▸ **WHAT TO WORK ON**
The reply must be the number of lines in the following material that include the word "family", and nothing more.

*** AVAILABLE DATA ***

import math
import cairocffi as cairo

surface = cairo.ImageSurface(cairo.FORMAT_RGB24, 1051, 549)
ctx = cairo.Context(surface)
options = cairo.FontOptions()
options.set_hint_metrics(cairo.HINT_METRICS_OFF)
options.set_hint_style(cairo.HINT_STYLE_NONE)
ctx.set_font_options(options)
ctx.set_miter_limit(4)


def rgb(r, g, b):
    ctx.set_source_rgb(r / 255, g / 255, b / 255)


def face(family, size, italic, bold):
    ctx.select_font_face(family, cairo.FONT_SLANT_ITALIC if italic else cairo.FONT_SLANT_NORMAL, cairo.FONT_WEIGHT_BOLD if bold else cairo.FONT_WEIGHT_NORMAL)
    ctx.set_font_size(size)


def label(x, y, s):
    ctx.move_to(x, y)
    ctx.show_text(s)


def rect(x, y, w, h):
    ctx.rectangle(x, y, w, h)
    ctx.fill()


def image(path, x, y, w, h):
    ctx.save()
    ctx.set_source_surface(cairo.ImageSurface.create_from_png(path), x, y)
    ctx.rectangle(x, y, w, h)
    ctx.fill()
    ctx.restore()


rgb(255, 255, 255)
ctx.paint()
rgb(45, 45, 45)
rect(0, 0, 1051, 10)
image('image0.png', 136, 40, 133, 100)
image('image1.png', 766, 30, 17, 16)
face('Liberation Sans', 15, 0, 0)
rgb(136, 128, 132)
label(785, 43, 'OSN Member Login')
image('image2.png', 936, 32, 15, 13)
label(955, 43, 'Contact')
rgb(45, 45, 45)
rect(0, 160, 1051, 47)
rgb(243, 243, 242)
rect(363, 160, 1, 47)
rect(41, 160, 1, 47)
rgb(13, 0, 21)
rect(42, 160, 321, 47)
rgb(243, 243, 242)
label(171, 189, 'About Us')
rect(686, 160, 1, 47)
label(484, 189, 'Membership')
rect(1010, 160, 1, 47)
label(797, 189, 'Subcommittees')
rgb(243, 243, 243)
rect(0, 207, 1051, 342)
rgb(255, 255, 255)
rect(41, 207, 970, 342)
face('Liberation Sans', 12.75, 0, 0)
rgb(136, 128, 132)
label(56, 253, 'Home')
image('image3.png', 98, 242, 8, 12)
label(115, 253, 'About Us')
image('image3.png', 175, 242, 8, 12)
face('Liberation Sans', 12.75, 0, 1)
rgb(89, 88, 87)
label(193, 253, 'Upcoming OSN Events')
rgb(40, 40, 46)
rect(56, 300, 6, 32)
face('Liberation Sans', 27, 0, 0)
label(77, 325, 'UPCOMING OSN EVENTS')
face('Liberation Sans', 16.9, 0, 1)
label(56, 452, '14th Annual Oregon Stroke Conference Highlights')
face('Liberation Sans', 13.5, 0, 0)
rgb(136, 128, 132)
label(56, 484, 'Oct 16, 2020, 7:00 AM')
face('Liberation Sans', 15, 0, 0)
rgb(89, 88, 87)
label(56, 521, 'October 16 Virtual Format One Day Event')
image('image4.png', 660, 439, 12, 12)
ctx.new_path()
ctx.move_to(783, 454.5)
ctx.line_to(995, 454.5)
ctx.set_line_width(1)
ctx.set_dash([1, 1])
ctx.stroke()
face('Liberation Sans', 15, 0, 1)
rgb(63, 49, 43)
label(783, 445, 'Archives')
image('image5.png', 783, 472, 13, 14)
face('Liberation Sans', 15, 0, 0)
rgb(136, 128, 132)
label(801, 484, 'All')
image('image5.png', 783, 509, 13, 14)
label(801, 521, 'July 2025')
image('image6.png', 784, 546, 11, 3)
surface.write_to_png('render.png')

*** End of AVAILABLE DATA ***

▸ **EXPECTED ANSWER**
2